#### Directions for this task
Copy every entry word for word, but skip the pictures.

#### Extracted data
::::
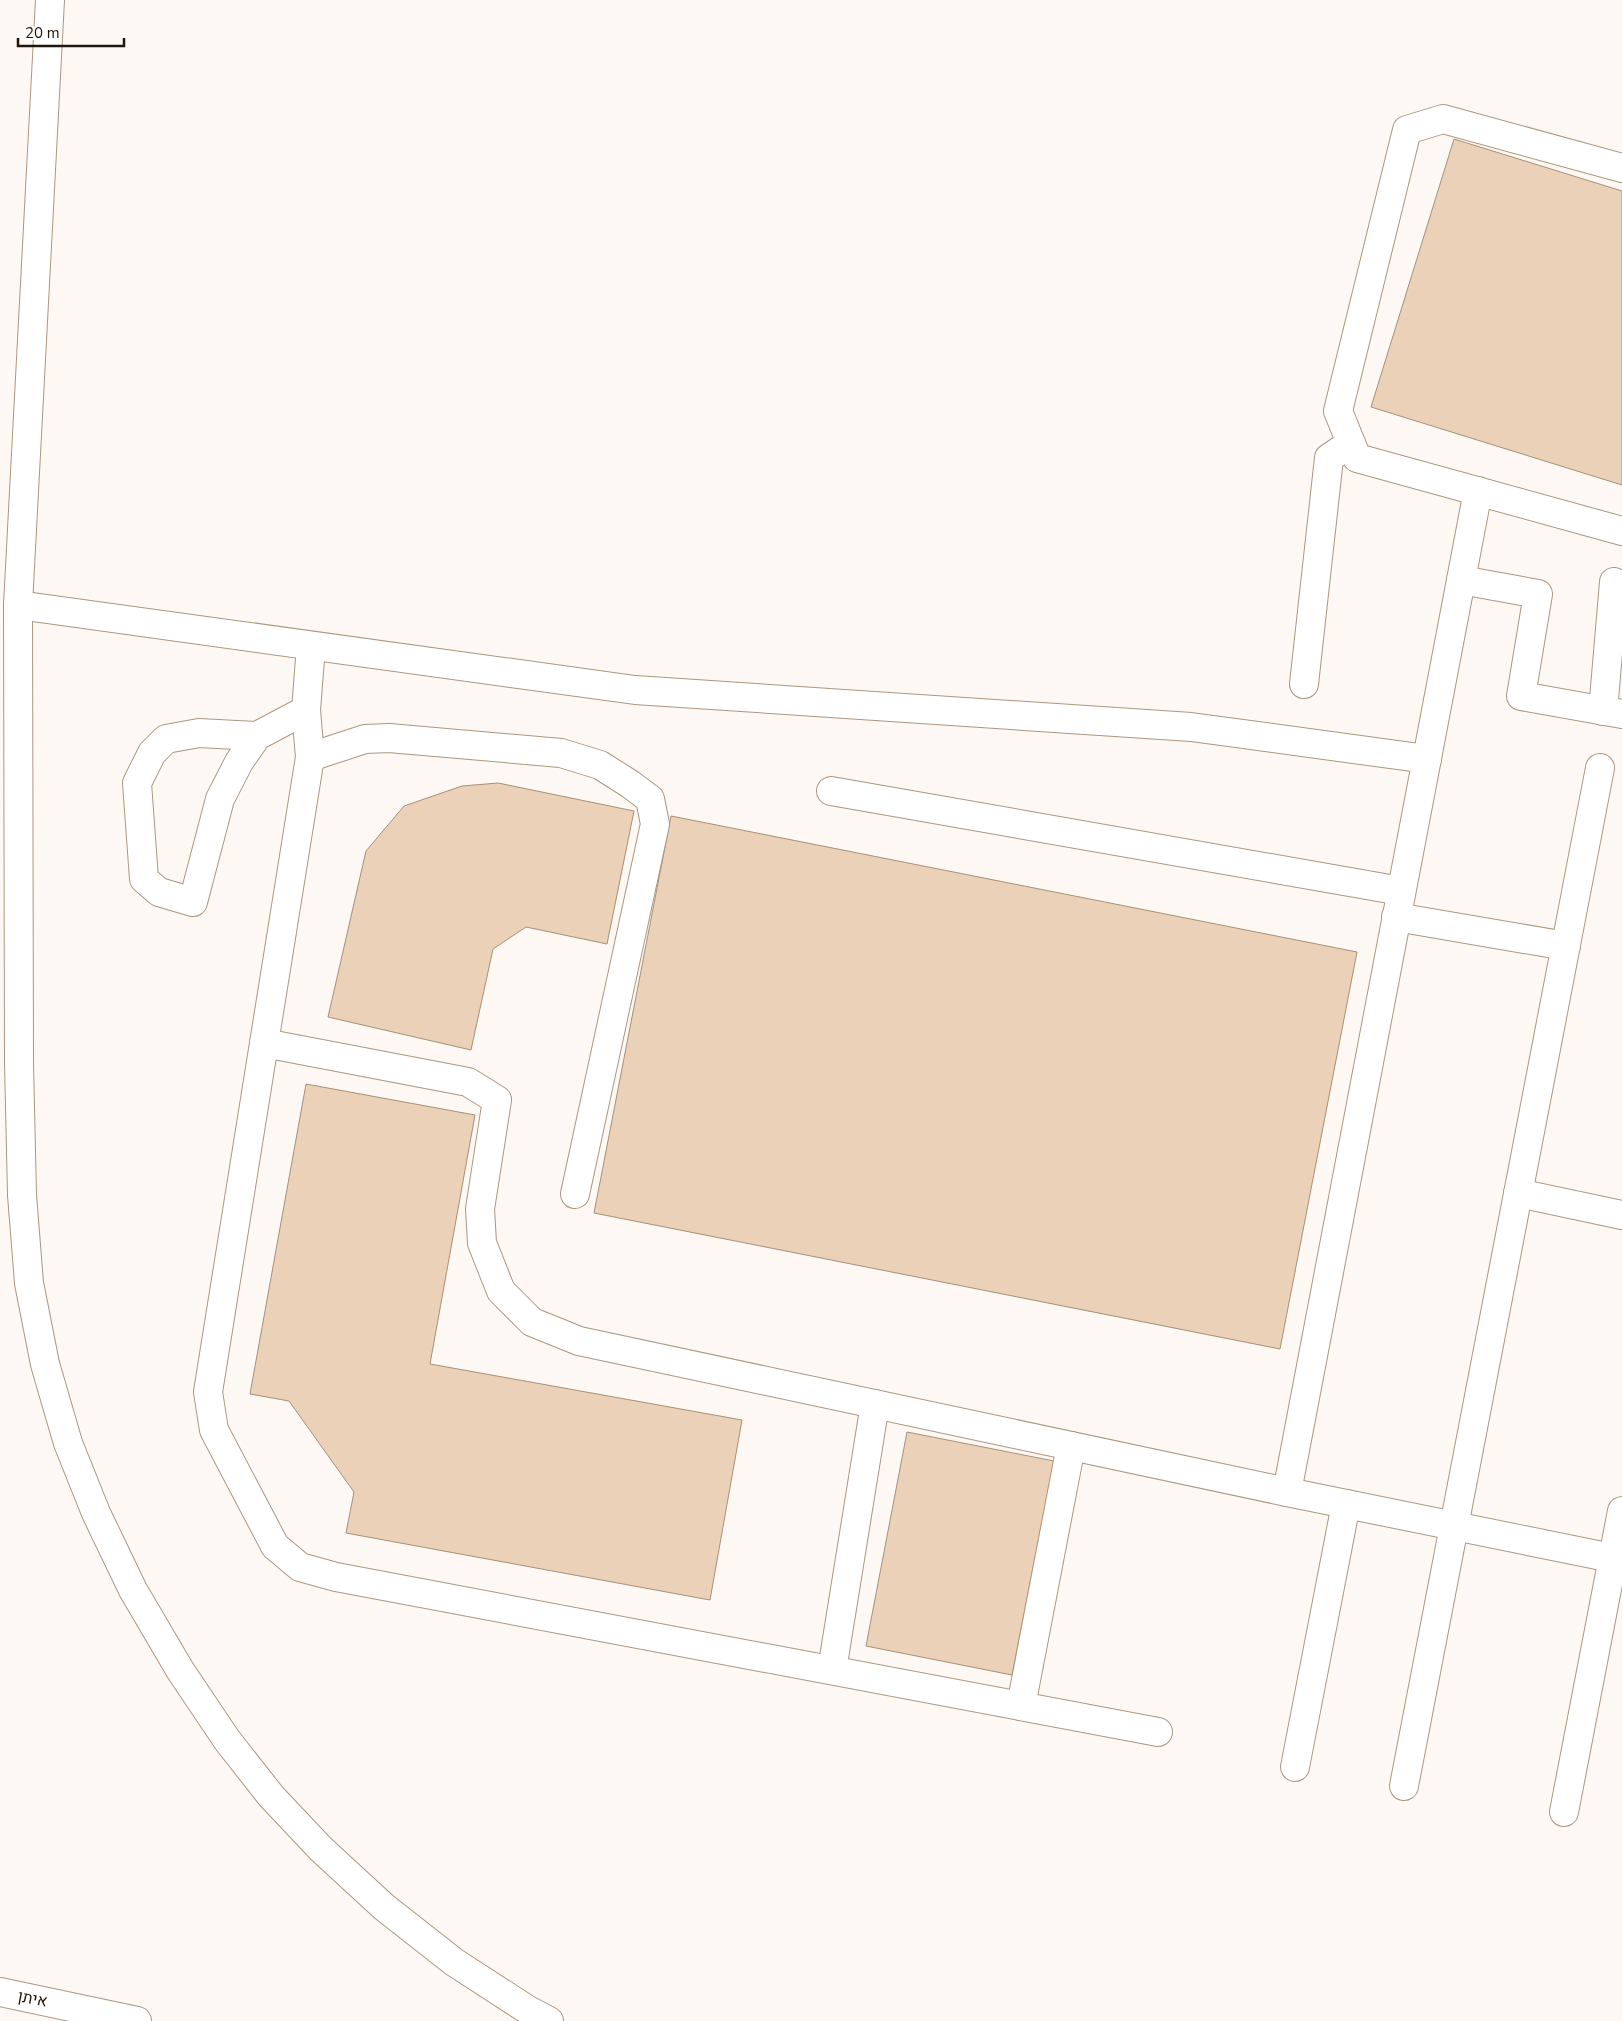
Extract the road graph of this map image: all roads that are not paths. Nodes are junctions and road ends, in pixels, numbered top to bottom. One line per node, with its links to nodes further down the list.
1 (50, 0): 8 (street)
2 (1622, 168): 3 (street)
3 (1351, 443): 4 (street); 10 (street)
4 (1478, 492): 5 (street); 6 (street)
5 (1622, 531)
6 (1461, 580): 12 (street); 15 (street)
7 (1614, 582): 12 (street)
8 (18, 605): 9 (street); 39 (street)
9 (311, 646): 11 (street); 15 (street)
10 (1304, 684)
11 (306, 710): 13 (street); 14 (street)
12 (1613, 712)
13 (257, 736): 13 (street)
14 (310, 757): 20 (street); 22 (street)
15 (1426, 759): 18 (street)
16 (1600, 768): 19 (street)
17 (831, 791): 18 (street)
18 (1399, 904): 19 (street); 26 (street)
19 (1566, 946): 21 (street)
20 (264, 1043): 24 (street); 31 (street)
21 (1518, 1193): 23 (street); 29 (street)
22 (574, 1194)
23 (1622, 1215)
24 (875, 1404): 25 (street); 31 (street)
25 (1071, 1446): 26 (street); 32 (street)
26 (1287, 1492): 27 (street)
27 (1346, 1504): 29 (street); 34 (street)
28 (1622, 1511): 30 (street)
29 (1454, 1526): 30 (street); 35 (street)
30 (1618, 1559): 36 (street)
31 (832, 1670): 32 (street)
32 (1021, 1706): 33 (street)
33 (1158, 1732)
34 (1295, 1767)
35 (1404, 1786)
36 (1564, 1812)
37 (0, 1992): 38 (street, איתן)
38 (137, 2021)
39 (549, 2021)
::::
#### Answer section
Extract the road graph of this map image: all roads that are not paths. Nodes are junctions and road ends, in pixels, numbered top to bottom. One line per node, with its links to nodes further down the list.
1 (50, 0): 8 (street)
2 (1622, 168): 3 (street)
3 (1351, 443): 4 (street); 10 (street)
4 (1478, 492): 5 (street); 6 (street)
5 (1622, 531)
6 (1461, 580): 12 (street); 15 (street)
7 (1614, 582): 12 (street)
8 (18, 605): 9 (street); 39 (street)
9 (311, 646): 11 (street); 15 (street)
10 (1304, 684)
11 (306, 710): 13 (street); 14 (street)
12 (1613, 712)
13 (257, 736): 13 (street)
14 (310, 757): 20 (street); 22 (street)
15 (1426, 759): 18 (street)
16 (1600, 768): 19 (street)
17 (831, 791): 18 (street)
18 (1399, 904): 19 (street); 26 (street)
19 (1566, 946): 21 (street)
20 (264, 1043): 24 (street); 31 (street)
21 (1518, 1193): 23 (street); 29 (street)
22 (574, 1194)
23 (1622, 1215)
24 (875, 1404): 25 (street); 31 (street)
25 (1071, 1446): 26 (street); 32 (street)
26 (1287, 1492): 27 (street)
27 (1346, 1504): 29 (street); 34 (street)
28 (1622, 1511): 30 (street)
29 (1454, 1526): 30 (street); 35 (street)
30 (1618, 1559): 36 (street)
31 (832, 1670): 32 (street)
32 (1021, 1706): 33 (street)
33 (1158, 1732)
34 (1295, 1767)
35 (1404, 1786)
36 (1564, 1812)
37 (0, 1992): 38 (street, איתן)
38 (137, 2021)
39 (549, 2021)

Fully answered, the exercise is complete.